YOUR GOAL: Needed from the entries below: every line that holds the word "name".

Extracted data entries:
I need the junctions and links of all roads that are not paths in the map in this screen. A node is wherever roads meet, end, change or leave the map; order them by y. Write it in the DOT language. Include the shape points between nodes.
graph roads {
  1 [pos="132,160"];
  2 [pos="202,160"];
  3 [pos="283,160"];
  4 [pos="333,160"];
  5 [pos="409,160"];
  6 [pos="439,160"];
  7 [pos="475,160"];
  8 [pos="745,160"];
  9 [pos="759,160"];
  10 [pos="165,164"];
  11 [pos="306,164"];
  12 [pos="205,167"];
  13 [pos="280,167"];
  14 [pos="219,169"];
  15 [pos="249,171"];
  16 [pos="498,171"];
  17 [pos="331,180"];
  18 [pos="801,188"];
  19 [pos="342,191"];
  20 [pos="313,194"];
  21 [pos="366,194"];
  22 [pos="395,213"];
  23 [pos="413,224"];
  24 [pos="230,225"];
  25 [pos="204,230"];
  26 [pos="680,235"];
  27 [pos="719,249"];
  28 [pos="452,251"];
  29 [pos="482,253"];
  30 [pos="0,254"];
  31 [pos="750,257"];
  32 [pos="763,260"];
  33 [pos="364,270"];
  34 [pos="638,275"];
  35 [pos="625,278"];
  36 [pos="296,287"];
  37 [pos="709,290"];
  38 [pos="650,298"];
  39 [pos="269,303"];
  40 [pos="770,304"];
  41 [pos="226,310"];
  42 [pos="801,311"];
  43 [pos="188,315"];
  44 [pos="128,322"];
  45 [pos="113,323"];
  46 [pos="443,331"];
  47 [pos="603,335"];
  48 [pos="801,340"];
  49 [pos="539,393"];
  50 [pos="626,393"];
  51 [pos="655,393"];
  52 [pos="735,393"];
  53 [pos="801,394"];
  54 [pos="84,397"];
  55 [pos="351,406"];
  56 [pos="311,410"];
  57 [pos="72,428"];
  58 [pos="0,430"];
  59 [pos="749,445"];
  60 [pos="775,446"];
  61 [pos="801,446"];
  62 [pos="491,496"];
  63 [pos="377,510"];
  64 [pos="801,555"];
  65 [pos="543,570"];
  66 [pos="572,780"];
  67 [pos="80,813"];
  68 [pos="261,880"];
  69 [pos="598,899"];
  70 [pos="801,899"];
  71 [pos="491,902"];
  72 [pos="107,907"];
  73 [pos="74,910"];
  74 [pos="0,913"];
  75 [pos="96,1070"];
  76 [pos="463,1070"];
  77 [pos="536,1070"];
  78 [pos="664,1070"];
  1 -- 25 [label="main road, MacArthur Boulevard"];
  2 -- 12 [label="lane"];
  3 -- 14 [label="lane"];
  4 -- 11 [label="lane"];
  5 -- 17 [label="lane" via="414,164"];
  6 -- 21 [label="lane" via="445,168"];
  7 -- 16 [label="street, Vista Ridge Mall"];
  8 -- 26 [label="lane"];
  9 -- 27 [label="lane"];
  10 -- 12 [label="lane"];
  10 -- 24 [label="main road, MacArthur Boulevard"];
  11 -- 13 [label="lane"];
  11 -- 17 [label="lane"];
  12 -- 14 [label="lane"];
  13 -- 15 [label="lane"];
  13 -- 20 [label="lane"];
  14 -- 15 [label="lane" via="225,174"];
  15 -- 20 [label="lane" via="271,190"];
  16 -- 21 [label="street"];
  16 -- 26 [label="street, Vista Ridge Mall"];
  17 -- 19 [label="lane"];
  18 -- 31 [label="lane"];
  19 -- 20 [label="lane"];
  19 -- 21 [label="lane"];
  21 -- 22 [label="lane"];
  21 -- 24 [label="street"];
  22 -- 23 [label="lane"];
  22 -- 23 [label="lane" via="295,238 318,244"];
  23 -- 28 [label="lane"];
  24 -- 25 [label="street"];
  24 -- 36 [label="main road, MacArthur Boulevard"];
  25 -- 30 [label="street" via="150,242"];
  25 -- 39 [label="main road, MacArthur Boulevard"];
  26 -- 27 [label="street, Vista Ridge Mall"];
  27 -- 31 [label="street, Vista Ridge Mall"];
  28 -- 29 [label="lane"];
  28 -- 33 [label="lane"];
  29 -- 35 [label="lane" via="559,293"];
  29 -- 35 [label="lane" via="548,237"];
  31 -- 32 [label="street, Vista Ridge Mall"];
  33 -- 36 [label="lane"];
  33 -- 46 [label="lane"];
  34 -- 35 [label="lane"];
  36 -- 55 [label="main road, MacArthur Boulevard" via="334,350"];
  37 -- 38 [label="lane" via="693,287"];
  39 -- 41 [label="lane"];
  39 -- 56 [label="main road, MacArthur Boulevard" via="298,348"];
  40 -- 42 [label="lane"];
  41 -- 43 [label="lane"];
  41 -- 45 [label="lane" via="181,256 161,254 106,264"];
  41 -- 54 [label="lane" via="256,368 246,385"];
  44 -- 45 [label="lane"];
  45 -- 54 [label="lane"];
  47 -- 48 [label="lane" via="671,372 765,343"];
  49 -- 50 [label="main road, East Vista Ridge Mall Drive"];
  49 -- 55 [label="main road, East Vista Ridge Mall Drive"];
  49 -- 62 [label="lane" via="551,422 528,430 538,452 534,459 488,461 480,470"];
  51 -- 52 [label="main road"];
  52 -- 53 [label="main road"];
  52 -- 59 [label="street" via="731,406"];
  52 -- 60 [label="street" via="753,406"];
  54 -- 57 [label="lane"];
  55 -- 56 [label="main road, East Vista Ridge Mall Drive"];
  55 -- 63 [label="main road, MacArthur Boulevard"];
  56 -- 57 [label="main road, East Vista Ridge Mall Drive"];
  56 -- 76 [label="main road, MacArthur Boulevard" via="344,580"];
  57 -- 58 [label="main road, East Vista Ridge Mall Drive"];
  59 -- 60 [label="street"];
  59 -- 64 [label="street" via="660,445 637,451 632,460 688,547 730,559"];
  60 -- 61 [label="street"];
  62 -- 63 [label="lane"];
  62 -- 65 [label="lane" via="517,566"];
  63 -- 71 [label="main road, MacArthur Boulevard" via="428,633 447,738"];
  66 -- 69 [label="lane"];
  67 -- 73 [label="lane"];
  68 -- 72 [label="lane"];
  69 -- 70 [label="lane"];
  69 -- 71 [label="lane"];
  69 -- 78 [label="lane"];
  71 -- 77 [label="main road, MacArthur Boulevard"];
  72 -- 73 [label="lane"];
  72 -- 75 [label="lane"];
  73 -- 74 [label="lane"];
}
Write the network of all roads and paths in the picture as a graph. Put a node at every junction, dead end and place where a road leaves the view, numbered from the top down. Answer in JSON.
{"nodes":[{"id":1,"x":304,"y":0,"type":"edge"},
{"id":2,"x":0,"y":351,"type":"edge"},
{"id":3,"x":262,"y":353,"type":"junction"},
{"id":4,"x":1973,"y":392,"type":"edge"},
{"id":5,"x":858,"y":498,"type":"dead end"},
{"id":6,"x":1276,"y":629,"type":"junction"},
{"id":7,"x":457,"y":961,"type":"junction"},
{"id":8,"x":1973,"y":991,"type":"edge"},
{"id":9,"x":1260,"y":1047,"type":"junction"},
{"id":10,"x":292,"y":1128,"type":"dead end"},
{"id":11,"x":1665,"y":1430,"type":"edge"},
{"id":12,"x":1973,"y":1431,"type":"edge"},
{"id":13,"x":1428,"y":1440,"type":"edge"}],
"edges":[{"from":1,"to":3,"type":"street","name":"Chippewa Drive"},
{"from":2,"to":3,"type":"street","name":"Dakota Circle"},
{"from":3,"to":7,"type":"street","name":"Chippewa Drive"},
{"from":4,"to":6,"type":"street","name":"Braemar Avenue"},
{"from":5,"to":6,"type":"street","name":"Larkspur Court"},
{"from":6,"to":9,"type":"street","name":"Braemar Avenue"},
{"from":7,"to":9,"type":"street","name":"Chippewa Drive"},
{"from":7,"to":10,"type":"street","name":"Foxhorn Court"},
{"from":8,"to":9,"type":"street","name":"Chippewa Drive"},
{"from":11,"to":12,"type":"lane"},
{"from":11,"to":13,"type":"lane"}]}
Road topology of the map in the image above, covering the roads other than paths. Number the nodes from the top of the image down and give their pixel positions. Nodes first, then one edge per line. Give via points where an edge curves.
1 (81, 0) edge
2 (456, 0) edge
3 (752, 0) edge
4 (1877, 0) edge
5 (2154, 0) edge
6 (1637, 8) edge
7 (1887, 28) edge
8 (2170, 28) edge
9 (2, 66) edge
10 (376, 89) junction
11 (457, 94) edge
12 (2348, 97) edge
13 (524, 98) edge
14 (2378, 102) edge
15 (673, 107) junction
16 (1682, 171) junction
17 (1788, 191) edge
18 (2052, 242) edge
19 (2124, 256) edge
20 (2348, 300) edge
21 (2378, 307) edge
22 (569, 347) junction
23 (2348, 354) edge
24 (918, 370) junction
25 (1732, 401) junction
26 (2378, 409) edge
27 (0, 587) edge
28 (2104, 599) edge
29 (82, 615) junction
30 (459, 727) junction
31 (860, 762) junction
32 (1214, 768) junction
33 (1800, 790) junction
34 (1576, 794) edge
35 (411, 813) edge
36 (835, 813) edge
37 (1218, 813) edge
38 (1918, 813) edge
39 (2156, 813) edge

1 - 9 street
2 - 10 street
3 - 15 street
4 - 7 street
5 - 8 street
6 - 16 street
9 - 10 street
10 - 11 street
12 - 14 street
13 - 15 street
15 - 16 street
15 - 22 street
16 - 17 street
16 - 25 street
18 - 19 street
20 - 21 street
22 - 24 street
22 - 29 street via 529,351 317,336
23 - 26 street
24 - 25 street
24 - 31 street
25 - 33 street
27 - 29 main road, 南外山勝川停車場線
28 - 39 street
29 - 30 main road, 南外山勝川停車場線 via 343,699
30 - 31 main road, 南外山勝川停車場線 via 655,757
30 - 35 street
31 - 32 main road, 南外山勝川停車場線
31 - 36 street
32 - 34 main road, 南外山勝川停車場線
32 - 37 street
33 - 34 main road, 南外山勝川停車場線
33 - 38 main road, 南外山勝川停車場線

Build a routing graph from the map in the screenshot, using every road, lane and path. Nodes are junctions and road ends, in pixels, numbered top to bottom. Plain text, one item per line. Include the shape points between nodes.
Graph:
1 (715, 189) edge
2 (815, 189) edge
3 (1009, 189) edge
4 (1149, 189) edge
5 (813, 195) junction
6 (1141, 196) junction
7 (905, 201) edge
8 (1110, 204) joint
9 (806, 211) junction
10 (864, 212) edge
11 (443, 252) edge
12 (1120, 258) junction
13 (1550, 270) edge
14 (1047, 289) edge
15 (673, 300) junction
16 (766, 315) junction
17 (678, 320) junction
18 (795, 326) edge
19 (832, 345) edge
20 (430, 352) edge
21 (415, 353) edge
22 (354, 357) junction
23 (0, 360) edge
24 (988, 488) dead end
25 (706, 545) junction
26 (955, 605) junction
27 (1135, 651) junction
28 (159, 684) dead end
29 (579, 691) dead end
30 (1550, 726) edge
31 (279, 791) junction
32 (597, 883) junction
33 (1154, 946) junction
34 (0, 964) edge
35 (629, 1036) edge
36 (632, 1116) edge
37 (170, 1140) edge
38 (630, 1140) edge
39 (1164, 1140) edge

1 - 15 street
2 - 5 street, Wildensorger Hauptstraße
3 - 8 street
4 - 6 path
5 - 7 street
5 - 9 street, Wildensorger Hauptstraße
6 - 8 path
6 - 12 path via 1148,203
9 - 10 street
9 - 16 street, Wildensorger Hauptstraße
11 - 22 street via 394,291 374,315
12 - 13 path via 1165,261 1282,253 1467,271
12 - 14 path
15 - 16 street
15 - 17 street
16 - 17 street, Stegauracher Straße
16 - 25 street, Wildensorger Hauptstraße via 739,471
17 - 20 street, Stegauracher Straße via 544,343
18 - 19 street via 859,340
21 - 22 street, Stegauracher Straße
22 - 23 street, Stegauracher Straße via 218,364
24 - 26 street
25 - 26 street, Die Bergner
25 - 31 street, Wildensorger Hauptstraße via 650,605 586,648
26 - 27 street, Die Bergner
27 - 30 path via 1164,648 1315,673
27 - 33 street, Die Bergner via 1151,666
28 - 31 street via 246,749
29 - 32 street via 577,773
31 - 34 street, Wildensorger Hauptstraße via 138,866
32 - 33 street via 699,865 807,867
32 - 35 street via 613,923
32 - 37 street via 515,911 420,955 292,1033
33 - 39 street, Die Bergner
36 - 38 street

EXPECTED ANSWER:
"edges":[{"from":1,"to":3,"type":"street","name":"Chippewa Drive"},
{"from":2,"to":3,"type":"street","name":"Dakota Circle"},
{"from":3,"to":7,"type":"street","name":"Chippewa Drive"},
{"from":4,"to":6,"type":"street","name":"Braemar Avenue"},
{"from":5,"to":6,"type":"street","name":"Larkspur Court"},
{"from":6,"to":9,"type":"street","name":"Braemar Avenue"},
{"from":7,"to":9,"type":"street","name":"Chippewa Drive"},
{"from":7,"to":10,"type":"street","name":"Foxhorn Court"},
{"from":8,"to":9,"type":"street","name":"Chippewa Drive"},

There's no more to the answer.